So over the past month, I've been playing Spore with a team of scientists, grading the
game on each of its scientific themes. When it comes to biology, and particularly evolution,
Spore failed miserably. According to the scientists, the problem isn't just that Spore dumbs
down the science or gets a few things wrong—it's meant to be a game, after all—but
rather, it gets most of biology badly, needlessly, and often bizarrely wrong. I also tracked
down the scientists who appeared on television in what seemed like an endorsement of
Spore's scientific content on the National Geographic channel. They said they had been
led to believe that the interviews were for a straight documentary about “developmental
evolutionary” science rather than a video promoting a computer game (see the news story
in Science 's 24 October issue). “I was used,” says Neil Shubin, a paleontologist at the
University of Chicago in Illinois, who worries that science has been “hijacked” to promote a
product.
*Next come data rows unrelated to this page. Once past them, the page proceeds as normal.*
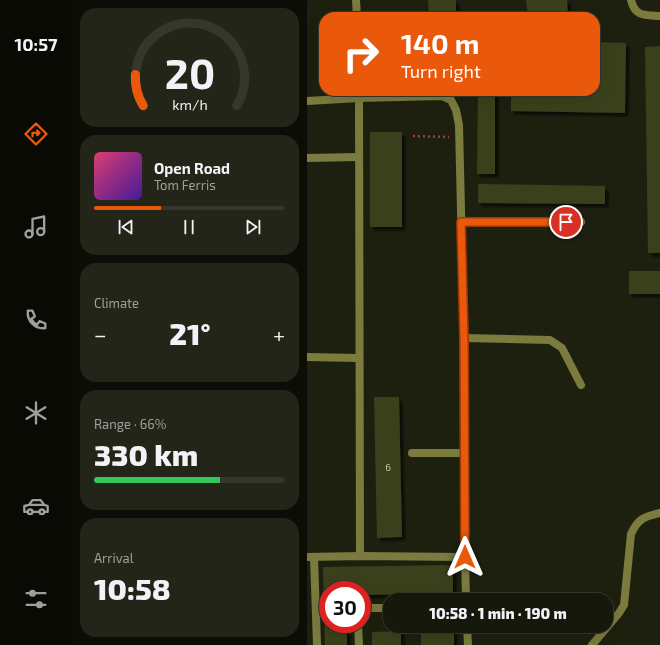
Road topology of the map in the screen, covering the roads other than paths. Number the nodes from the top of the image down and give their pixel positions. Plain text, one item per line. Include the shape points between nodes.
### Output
1 (357, 0) edge
2 (631, 0) edge
3 (357, 12) edge
4 (660, 16) edge
5 (344, 96) edge
6 (359, 96) edge
7 (441, 96) edge
8 (307, 101) edge
9 (358, 157) junction
10 (307, 158) edge
11 (461, 222) junction
12 (581, 222) dead end
13 (464, 338) junction
14 (307, 357) edge
15 (359, 358) junction
16 (581, 385) dead end
17 (412, 453) dead end
18 (465, 454) junction
19 (660, 513) edge
20 (360, 556) junction
21 (310, 557) edge
22 (465, 557) junction
23 (466, 593) edge
24 (371, 608) edge
25 (383, 608) edge
26 (358, 633) edge
27 (467, 633) edge
28 (317, 645) edge
29 (359, 645) edge
30 (468, 645) edge
31 (592, 645) edge

1 - 3 street
2 - 4 street via 635,10 643,15
5 - 8 street
6 - 9 street
7 - 11 street via 451,100 459,125
9 - 10 street
9 - 15 street
11 - 12 street
11 - 13 street
13 - 16 street via 550,340 562,348
13 - 18 street
14 - 15 street
15 - 20 street
17 - 18 street
18 - 22 street
19 - 31 street via 645,516 636,524 631,534 623,605
20 - 21 street
20 - 22 street
21 - 28 street
22 - 23 street
24 - 25 street
26 - 29 street
27 - 30 street

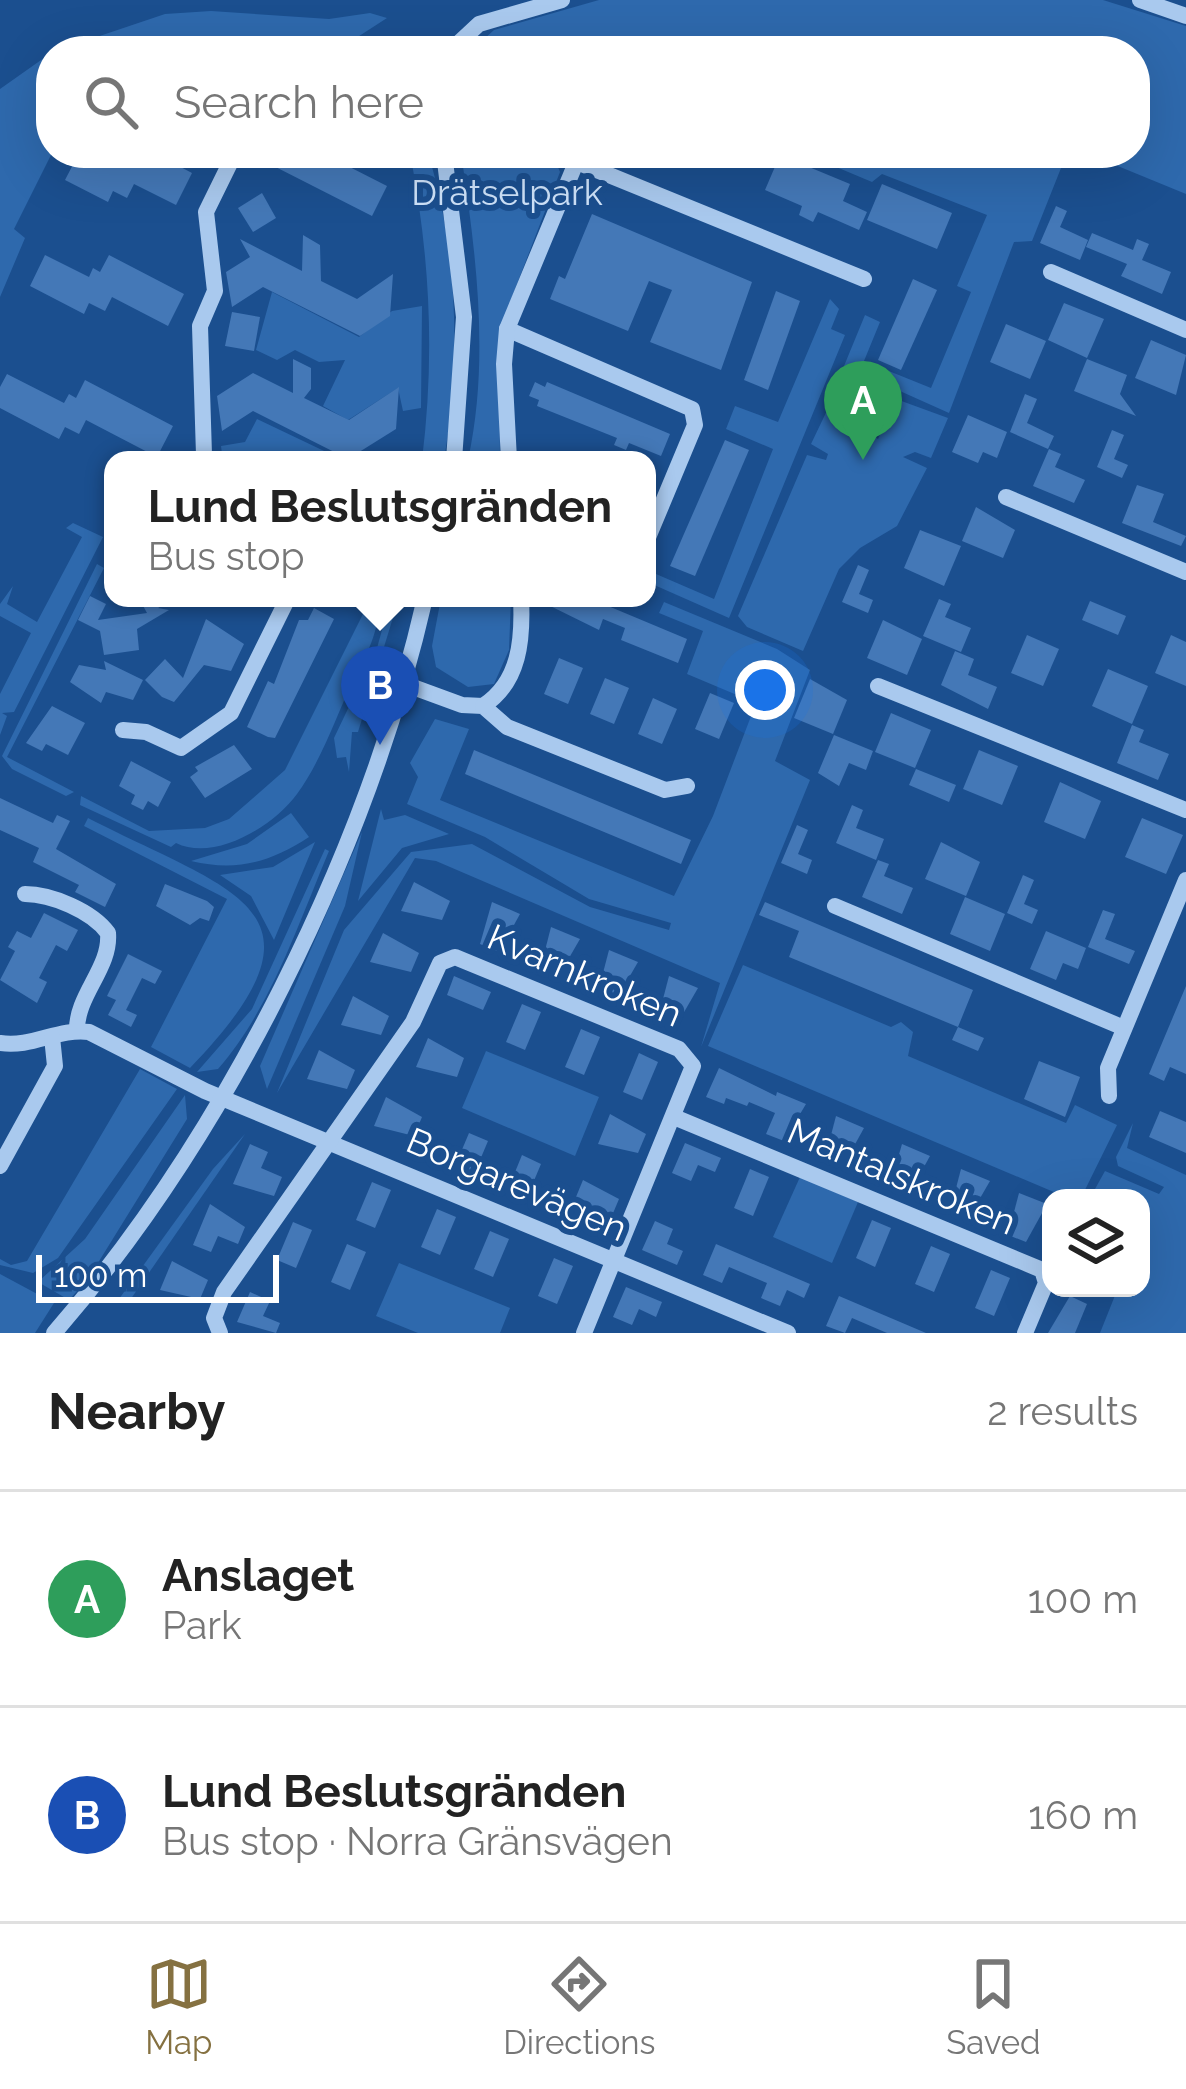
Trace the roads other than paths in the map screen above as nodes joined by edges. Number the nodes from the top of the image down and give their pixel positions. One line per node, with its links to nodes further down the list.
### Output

How did things go so wrong for a game that seemed so good?
What's Ahead
Pimp My Organism (Video)
Playing (a) God
From Tribes to Space
Spore's Report Card
Pimp My Organism
In the game's opening video sequence, a meteor streaks past a sunlike star and crashes into the sea of a barren
planet. A fragment of the space rock splits open underwater, revealing … you, a fully formed single-celled
organism! (Fans of the theory of panspermia will recognize this artful dodge of the question of how life evolved in
the first place.) Thus begins the Cell stage. With the help of a wiggling flagellum and a variable number of googly
eyes, you dart forth into the primordial soup.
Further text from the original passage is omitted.